Intelligence means selective ignorance.
Imagine how intelligent and ignorant we used to be as a people, just 120 years ago.
Some of the first uses of sampling techniques in quantitative methods centered around the use of alcohol in society. They really didn’t have very much machine readable data back then (the first use was for the 1890 US Census), so, the practices of data mining weren’t possible. The entire purpose of sampling, and sample statistics, was precisely because no machines could be used to quantify the entire population against some policy question.
You try calculating Chi Square on a very large dataset without a calculator or a spreadsheet!
Indeed, sampling continues to be used to this day as a cost effective way of asking the world intelligent questions.
Abolitionists, or ‘Smashers’ as they were called in my home province, were looking for evidence to prove their point of view. They were a bunch of convenient reasoners. For instance, they sought to prove that a child’s height and weight were inversely correlated to household alcohol consumption. They sought to use quantitative evidence to support their point of view. (Inb4 correlation isn’t causality.)
Yet, fundamentally, the idea of making public policy decisions based on evidence, to produce better outcomes for all of society, is a good one. Upon seeing the awesome power of applied statistics to do tremendous evil (second year university), I imagined the tremendous power for good. What if we didn’t make policy decisions based on gut? What if we didn’t leave things to chance. What then?
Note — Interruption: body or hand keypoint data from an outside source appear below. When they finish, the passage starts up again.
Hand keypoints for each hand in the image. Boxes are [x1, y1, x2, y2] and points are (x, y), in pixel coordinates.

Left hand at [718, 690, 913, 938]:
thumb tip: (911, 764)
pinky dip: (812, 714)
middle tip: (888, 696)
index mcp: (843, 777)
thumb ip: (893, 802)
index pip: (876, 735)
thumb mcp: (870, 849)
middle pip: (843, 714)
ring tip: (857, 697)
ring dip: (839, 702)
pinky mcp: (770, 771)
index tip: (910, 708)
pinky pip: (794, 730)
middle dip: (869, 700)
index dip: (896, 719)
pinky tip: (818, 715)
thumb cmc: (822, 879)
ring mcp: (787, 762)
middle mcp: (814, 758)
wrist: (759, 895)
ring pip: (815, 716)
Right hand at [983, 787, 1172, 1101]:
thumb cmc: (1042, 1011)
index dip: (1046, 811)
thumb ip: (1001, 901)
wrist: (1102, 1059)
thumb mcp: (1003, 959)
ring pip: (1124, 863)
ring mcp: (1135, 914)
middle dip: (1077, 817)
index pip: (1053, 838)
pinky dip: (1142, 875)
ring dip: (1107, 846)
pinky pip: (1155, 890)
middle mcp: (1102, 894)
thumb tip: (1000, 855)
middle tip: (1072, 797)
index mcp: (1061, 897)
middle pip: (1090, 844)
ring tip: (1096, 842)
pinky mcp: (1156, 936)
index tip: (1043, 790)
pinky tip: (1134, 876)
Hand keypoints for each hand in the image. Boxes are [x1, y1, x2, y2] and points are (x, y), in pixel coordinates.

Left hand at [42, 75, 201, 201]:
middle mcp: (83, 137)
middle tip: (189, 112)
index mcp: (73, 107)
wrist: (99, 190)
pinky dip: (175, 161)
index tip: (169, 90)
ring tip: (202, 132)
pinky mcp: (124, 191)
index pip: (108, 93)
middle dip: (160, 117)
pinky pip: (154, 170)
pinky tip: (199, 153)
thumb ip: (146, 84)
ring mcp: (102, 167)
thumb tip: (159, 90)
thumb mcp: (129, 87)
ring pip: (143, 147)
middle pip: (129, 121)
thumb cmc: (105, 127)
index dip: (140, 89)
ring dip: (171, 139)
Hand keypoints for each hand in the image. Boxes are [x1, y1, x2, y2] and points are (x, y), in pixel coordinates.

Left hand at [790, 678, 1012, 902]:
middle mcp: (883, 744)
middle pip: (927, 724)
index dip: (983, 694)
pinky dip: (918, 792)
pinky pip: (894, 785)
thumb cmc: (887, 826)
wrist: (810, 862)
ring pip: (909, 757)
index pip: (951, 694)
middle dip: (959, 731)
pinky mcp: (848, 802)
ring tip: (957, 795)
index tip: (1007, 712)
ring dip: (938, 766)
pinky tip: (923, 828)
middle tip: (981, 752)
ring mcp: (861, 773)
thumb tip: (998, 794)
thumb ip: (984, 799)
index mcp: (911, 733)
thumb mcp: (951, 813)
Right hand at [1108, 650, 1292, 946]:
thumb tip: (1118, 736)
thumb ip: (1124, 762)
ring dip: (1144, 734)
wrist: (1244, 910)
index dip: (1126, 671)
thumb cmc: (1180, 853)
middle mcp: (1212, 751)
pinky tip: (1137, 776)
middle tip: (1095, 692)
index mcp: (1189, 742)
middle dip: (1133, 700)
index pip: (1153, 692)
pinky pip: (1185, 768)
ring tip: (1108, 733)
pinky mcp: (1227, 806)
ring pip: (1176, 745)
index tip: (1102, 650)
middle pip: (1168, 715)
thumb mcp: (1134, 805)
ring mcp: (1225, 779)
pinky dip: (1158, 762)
Indeed, the abolitionists were right about a few things. After all, we later deduced fetal alcohol syndrome using evidence based medicine. Public policy officials then took remedial action to exhort the population as a whole not to encourage pregnant women to drink. To be sure, some women continue to drink and do harm to their child, yet the risks have been mitigated for so many.
Ordered, machine readable information used to be rare. It was very difficult for Ontario proponents of abolition to rally evidence to support their position. It’s different now.
Today, a database containing the medical records of 10.6 million people (people die and do leave the province…). It’s easier, with a very high degree of certainty, to understand the impact of alcohol. And many other types of diseases for that matter.
There are pitfalls to be sure. In one of my favourite studies, Peter Austin revealed just how easy it was to be fooled by false positives, and it demonstrates that there are pitfalls involved in using evidence.
We are literally drowning in the data. And it’s easy to get really fooled by randomness because of it.
The Smashers, in spite of their ill-guided attempts to restrict the range of freedom within society, knew what they were trying to prove. They knew what they were trying to build, and knew what sort of evidence was needed. They weren’t all these evil people bent on telling others how to live their own lives. Some of them were genuinely good people who wanted a better outcome for all.
They had a focus.
The danger of so much cheap data is that it’s very easy to lose our own focus.
What do you think? Do you think it’s important to try to quantify as much as possible to mitigate the risk of not being able to know something, or do you think it’s more important to focus on an interesting problem (profitable problem) and examine additional questions deliberately – (and mitigating the risk of getting fooled by false positives)?
Why know so little about so much when you can know so much about what likely matters?